On Fri, Jan 28, 2005 at 06:42:44PM +0100, Oliver Neukum wrote:
> I got this oops unmounting by "eject" a defect DVD on a genuine
> SCSI drive.

Looks like failing IO + close afterwards - umount is irrelevant here.
And oops itself looks like cdrom_release((void *)0x18, whatever),
called from sr_block_release(). Which is
static int sr_block_release(struct inode *inode, struct file *file)
{
int ret;
struct scsi_cd *cd = scsi_cd(inode->i_bdev->bd_disk);
ret = cdrom_release(&cd->cdi, file);
and since cdi is at offset 0x18 on i386, we have
scsi_cd(inode->i_bdev->bd_disk) == NULL
IOW,
inode->i_bdev->bd_disk->private_data == NULL
at the time of sr_block_release(). Which would be a problem, indeed.
AFAICS, the only place that could cause that crap is
static void sr_kref_release(struct kref *kref)
{
struct scsi_cd *cd = container_of(kref, struct scsi_cd, kref);
struct gendisk *disk = cd->disk;

spin_lock(&sr_index_lock);
clear_bit(disk->first_minor, sr_index_bits);
spin_unlock(&sr_index_lock);

unregister_cdrom(&cd->cdi);

disk->private_data = NULL;

put_disk(disk);

kfree(cd);
}

so we have scsi_cd refcount reaching zero (and scsi_cd being freed) before
the final close of /dev/sr<whatever>...

2005-01-29 14:46:34

by James Bottomley

[permalink] [raw]
Subject: Re: Ooops unmounting a defect DVD

I wouldn't have noticed this at all since you didn't send it to the scsi
list, but fortunately, Al Viro drew it politely to my attention as
another example of SCSI refcounting problems.
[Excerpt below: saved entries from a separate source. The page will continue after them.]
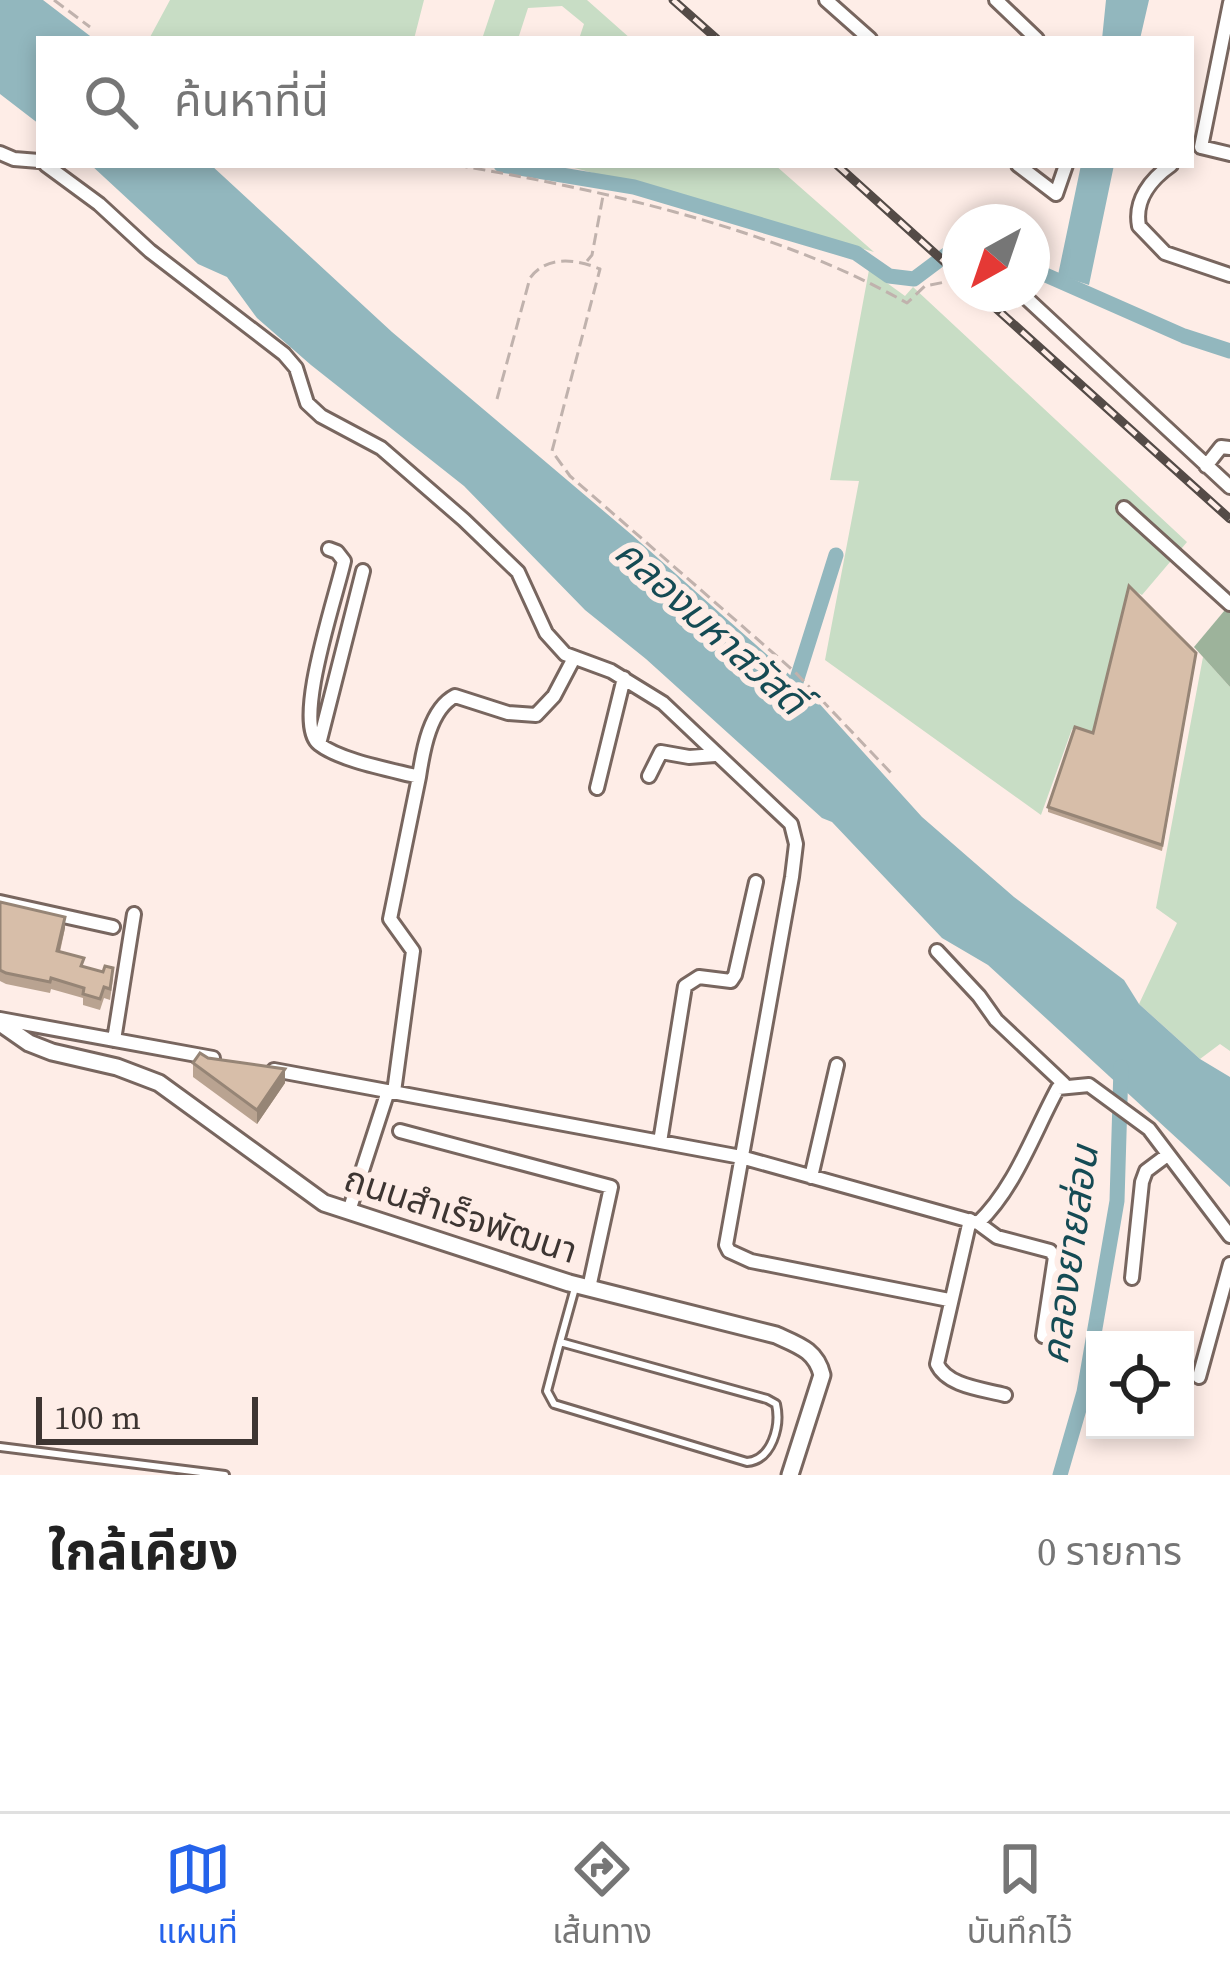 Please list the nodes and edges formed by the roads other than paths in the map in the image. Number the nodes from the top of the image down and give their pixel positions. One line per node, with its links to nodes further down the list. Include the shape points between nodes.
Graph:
1 (826, 0): 5 (street)
2 (996, 0): 6 (street)
3 (1230, 3): 4 (street)
4 (1228, 26): 7 (street)
5 (867, 36)
6 (1034, 36)
7 (1196, 150): 9 (street)
8 (0, 153): 10 (street)
9 (1230, 154)
10 (36, 162)
11 (50, 168): 24 (street, via 284,354 321,416 381,448 464,520 518,572 546,632)
12 (1022, 168): 13 (street, via 1056,194)
13 (1065, 168)
14 (1168, 168): 15 (street, via 1147,188 1139,226 1166,253)
15 (1230, 274)
16 (1041, 312): 18 (street)
17 (1230, 448): 18 (street, via 1221,447)
18 (1206, 466): 19 (street)
19 (1230, 487)
20 (1124, 508): 23 (street)
21 (329, 549): 26 (street, via 344,560 308,722)
22 (363, 572): 26 (street)
23 (1230, 604)
24 (574, 658): 25 (street); 29 (street, via 536,715 449,698)
25 (624, 679): 27 (street, via 663,703); 30 (street)
26 (319, 744): 29 (street)
27 (715, 755): 28 (street, via 663,752); 48 (street, via 795,830)
28 (650, 776)
29 (419, 777): 44 (street, via 390,919 413,951)
30 (597, 788)
31 (756, 882): 46 (street, via 731,981 699,977 685,986)
32 (0, 902): 34 (street)
33 (134, 914): 38 (street)
34 (113, 927)
35 (937, 951): 43 (street)
36 (0, 1021): 38 (street); 39 (street, ถนนสำเร็จพัฒนา)
37 (0, 1036): 39 (lane)
38 (113, 1040): 40 (street)
39 (29, 1043): 50 (street, ถนนสำเร็จพัฒนา, via 159,1083 323,1203)
40 (228, 1061)
41 (250, 1065): 44 (street)
42 (837, 1065): 49 (street)
43 (1064, 1084): 47 (street, via 1088,1084 1132,1114); 51 (street, via 991,1212)
44 (391, 1092): 46 (street); 50 (street)
45 (400, 1131): 55 (street, via 611,1187)
46 (660, 1142): 48 (street)
47 (1164, 1151): 52 (street); 54 (street, via 1142,1182)
48 (741, 1157): 49 (street); 56 (street, via 729,1251)
49 (811, 1177): 51 (street)
50 (349, 1211): 55 (street, ถนนสำเร็จพัฒนา)
51 (974, 1222): 56 (street); 57 (street, via 1055,1257)
52 (1230, 1236)
53 (1230, 1264): 59 (street)
54 (1132, 1278)
55 (583, 1286): 58 (lane); 64 (street, ถนนสำเร็จพัฒนา, via 807,1349 822,1375)
56 (949, 1300): 60 (street, via 940,1373)
57 (1043, 1336)
58 (560, 1342): 58 (lane, via 547,1391 554,1404 747,1462 768,1451 778,1414 767,1399)
59 (1199, 1377)
60 (1005, 1395)
61 (0, 1447): 62 (lane)
62 (165, 1471): 63 (lane)
63 (225, 1475)
64 (790, 1475)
The issue seems to be that we have a spurious scsi_cd_put() on the error
path of sr_open(). The sr_block_..() functions are the "real" block
opens and should be refcounted, the sr_...() are the pseudo cdrom opens
and should not be refcounted.

Could you try this and see if it fixes the problem?

James

===== drivers/scsi/sr.c 1.124 vs edited =====
--- 1.124/drivers/scsi/sr.c 2005-01-29 08:30:34 -06:00
+++ edited/drivers/scsi/sr.c 2005-01-29 08:39:09 -06:00
@@ -544,7 +544,6 @@
return 0;

error_out:
- scsi_cd_put(cd);
return retval;
}



2005-01-29 17:44:40

by Oliver Neukum

[permalink] [raw]
Subject: Re: Ooops unmounting a defect DVD

Am Samstag, 29. Januar 2005 15:46 schrieb James Bottomley:
> I wouldn't have noticed this at all since you didn't send it to the scsi
> list, but fortunately, Al Viro drew it politely to my attention as
> another example of SCSI refcounting problems.
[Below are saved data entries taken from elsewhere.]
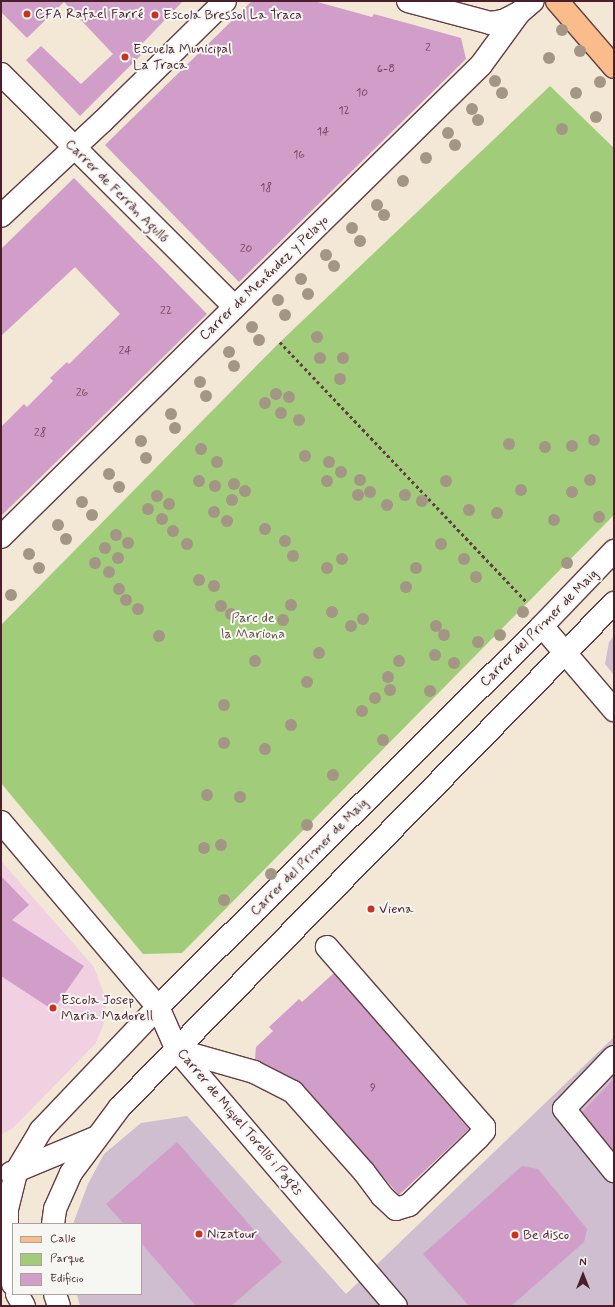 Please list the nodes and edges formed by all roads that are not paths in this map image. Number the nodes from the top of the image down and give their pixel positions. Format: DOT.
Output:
graph roads {
  1 [pos="225,1"];
  2 [pos="408,1"];
  3 [pos="557,1"];
  4 [pos="526,7"];
  5 [pos="614,67"];
  6 [pos="1,74"];
  7 [pos="74,149"];
  8 [pos="1,216"];
  9 [pos="235,307"];
  10 [pos="1,537"];
  11 [pos="614,551"];
  12 [pos="614,603"];
  13 [pos="542,626"];
  14 [pos="565,652"];
  15 [pos="614,710"];
  16 [pos="1,822"];
  17 [pos="327,947"];
  18 [pos="158,1007"];
  19 [pos="177,1050"];
  20 [pos="614,1057"];
  21 [pos="95,1138"];
  22 [pos="614,1172"];
  23 [pos="8,1173"];
  24 [pos="53,1223"];
  25 [pos="1,1274"];
  26 [pos="12,1276"];
  27 [pos="12,1287"];
  28 [pos="18,1295"];
  29 [pos="55,1295"];
  30 [pos="24,1306"];
  31 [pos="59,1306"];
  32 [pos="396,1306"];
  1 -- 7 [label="street"];
  2 -- 4 [label="street"];
  3 -- 5 [label="main road"];
  4 -- 9 [label="street, Carrer de Menéndez y Pelayo"];
  6 -- 7 [label="street, Carrer de Ferràn Agulló"];
  7 -- 8 [label="street"];
  7 -- 9 [label="street, Carrer de Ferràn Agulló"];
  9 -- 10 [label="street, Carrer de Menéndez y Pelayo"];
  11 -- 13 [label="street, Carrer del Primer de Maig"];
  12 -- 14 [label="street"];
  13 -- 14 [label="street"];
  13 -- 18 [label="street, Carrer del Primer de Maig"];
  14 -- 15 [label="street"];
  14 -- 19 [label="street"];
  16 -- 18 [label="street, Carrer de Miquel Torelló i Pagès"];
  17 -- 19 [label="street"];
  18 -- 19 [label="street, Carrer de Miquel Torelló i Pagès"];
  18 -- 23 [label="street, Carrer del Primer de Maig"];
  19 -- 21 [label="street"];
  19 -- 32 [label="street, Carrer de Miquel Torelló i Pagès"];
  20 -- 22 [label="street"];
  21 -- 23 [label="street"];
  21 -- 24 [label="street"];
  23 -- 26 [label="street, Carrer del Primer de Maig"];
  25 -- 27 [label="street"];
  28 -- 30 [label="street"];
  29 -- 31 [label="street"];
}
Sorry, it happening in cdrom_release fooled me into considering it
a generic cdrom problem.

> The issue seems to be that we have a spurious scsi_cd_put() on the error
> path of sr_open(). The sr_block_..() functions are the "real" block
> opens and should be refcounted, the sr_...() are the pseudo cdrom opens
> and should not be refcounted.
>
> Could you try this and see if it fixes the problem?

It fully fixes the problem. Thank you.

Regards
Oliver